• _Work item_
An exact copy of every entry is needed, with no images.

== Provided data ==

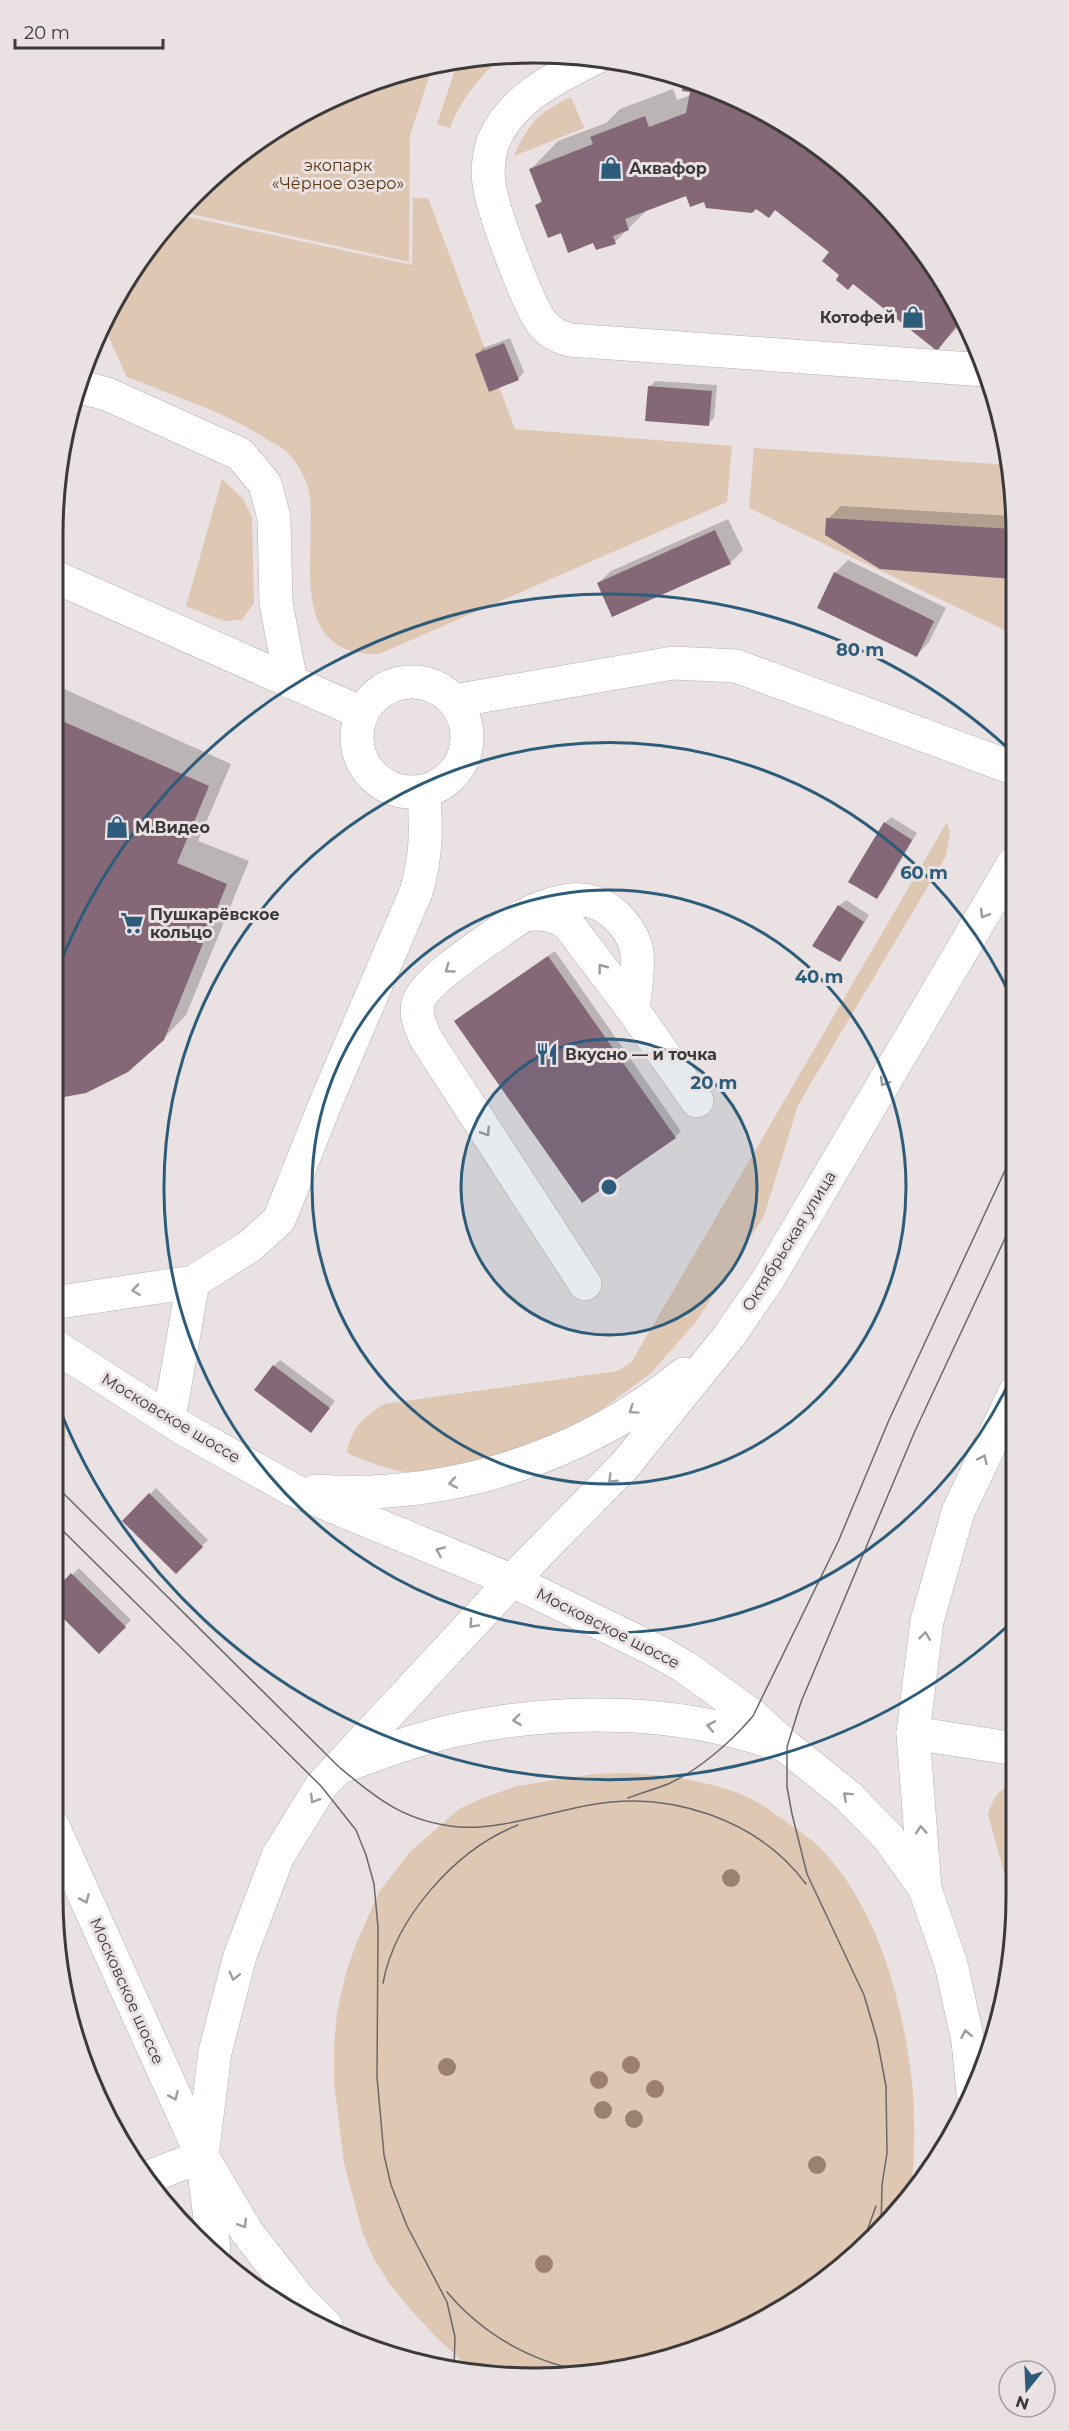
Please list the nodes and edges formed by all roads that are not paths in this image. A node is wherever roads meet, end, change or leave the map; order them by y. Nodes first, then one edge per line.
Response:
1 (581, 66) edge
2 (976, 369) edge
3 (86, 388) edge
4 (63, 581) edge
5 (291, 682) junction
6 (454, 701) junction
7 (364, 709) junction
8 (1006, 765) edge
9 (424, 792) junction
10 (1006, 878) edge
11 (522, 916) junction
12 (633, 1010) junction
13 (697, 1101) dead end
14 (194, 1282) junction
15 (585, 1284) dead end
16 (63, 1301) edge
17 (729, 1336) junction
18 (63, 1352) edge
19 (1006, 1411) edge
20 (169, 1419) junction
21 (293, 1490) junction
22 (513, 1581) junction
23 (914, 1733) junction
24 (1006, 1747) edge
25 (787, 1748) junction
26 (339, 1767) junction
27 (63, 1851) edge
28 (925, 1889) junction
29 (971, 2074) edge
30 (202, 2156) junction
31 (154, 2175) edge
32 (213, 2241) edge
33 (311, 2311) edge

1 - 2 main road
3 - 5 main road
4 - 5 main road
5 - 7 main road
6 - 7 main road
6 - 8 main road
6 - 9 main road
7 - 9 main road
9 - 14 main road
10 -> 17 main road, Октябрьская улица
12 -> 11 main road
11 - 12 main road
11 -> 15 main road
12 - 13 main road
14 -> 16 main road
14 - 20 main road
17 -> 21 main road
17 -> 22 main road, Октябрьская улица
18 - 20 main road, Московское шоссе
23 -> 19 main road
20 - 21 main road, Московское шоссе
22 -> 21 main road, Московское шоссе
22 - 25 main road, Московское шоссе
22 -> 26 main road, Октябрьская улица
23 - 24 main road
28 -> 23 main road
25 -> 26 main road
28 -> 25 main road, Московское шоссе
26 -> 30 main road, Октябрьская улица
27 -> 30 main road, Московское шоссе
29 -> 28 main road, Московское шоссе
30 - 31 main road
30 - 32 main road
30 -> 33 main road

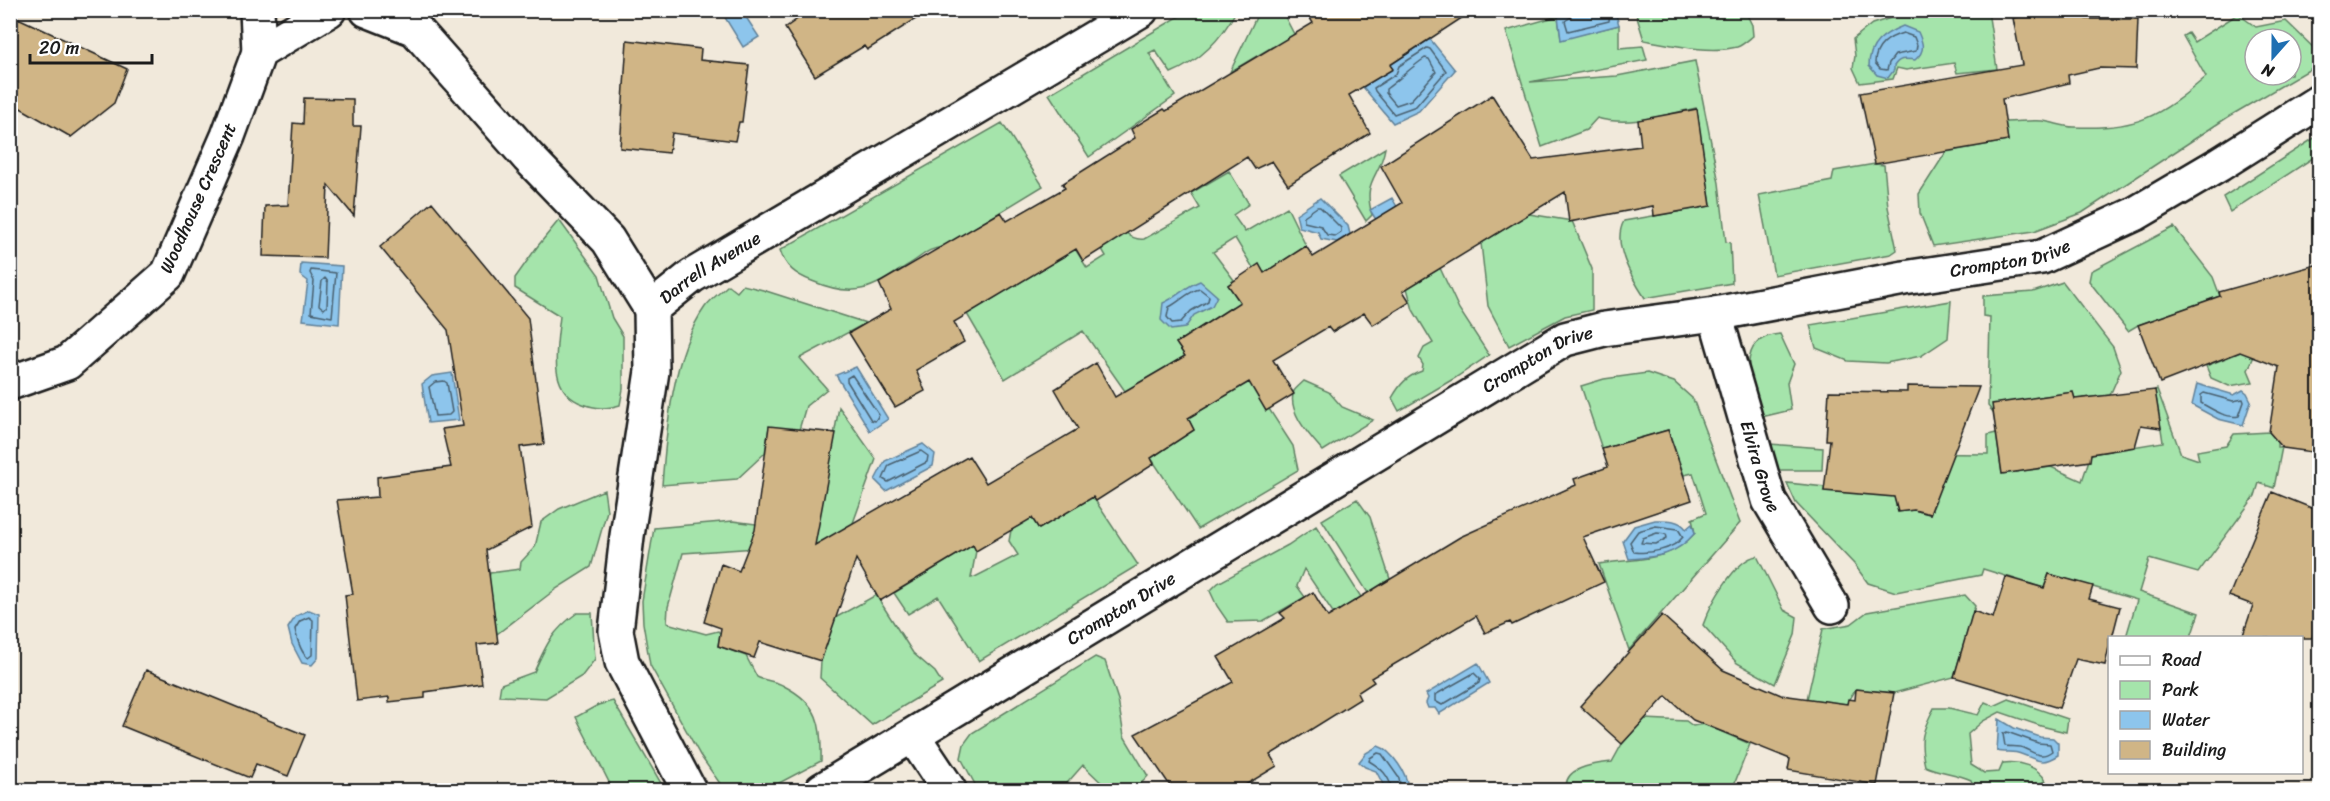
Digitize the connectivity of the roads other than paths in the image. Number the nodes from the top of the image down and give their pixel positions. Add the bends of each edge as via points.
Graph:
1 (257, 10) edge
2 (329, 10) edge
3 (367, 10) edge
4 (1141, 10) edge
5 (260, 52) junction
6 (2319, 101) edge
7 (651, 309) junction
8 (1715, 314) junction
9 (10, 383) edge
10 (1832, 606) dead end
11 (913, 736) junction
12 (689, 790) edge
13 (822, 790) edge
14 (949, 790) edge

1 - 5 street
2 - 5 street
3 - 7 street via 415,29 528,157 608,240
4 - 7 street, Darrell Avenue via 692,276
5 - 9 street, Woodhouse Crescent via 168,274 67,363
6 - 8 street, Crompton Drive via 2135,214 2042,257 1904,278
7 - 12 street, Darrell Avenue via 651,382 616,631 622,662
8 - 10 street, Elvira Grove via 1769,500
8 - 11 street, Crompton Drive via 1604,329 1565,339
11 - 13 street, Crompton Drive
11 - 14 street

===

• _Task response_
Please list the nodes and edges formed by all roads that are not paths in this image. A node is wherever roads meet, end, change or leave the map; order them by y. Nodes first, then one edge per line.
Response:
1 (581, 66) edge
2 (976, 369) edge
3 (86, 388) edge
4 (63, 581) edge
5 (291, 682) junction
6 (454, 701) junction
7 (364, 709) junction
8 (1006, 765) edge
9 (424, 792) junction
10 (1006, 878) edge
11 (522, 916) junction
12 (633, 1010) junction
13 (697, 1101) dead end
14 (194, 1282) junction
15 (585, 1284) dead end
16 (63, 1301) edge
17 (729, 1336) junction
18 (63, 1352) edge
19 (1006, 1411) edge
20 (169, 1419) junction
21 (293, 1490) junction
22 (513, 1581) junction
23 (914, 1733) junction
24 (1006, 1747) edge
25 (787, 1748) junction
26 (339, 1767) junction
27 (63, 1851) edge
28 (925, 1889) junction
29 (971, 2074) edge
30 (202, 2156) junction
31 (154, 2175) edge
32 (213, 2241) edge
33 (311, 2311) edge

1 - 2 main road
3 - 5 main road
4 - 5 main road
5 - 7 main road
6 - 7 main road
6 - 8 main road
6 - 9 main road
7 - 9 main road
9 - 14 main road
10 -> 17 main road, Октябрьская улица
12 -> 11 main road
11 - 12 main road
11 -> 15 main road
12 - 13 main road
14 -> 16 main road
14 - 20 main road
17 -> 21 main road
17 -> 22 main road, Октябрьская улица
18 - 20 main road, Московское шоссе
23 -> 19 main road
20 - 21 main road, Московское шоссе
22 -> 21 main road, Московское шоссе
22 - 25 main road, Московское шоссе
22 -> 26 main road, Октябрьская улица
23 - 24 main road
28 -> 23 main road
25 -> 26 main road
28 -> 25 main road, Московское шоссе
26 -> 30 main road, Октябрьская улица
27 -> 30 main road, Московское шоссе
29 -> 28 main road, Московское шоссе
30 - 31 main road
30 - 32 main road
30 -> 33 main road

Digitize the connectivity of the roads other than paths in the image. Number the nodes from the top of the image down and give their pixel positions. Add the bends of each edge as via points.
Graph:
1 (257, 10) edge
2 (329, 10) edge
3 (367, 10) edge
4 (1141, 10) edge
5 (260, 52) junction
6 (2319, 101) edge
7 (651, 309) junction
8 (1715, 314) junction
9 (10, 383) edge
10 (1832, 606) dead end
11 (913, 736) junction
12 (689, 790) edge
13 (822, 790) edge
14 (949, 790) edge

1 - 5 street
2 - 5 street
3 - 7 street via 415,29 528,157 608,240
4 - 7 street, Darrell Avenue via 692,276
5 - 9 street, Woodhouse Crescent via 168,274 67,363
6 - 8 street, Crompton Drive via 2135,214 2042,257 1904,278
7 - 12 street, Darrell Avenue via 651,382 616,631 622,662
8 - 10 street, Elvira Grove via 1769,500
8 - 11 street, Crompton Drive via 1604,329 1565,339
11 - 13 street, Crompton Drive
11 - 14 street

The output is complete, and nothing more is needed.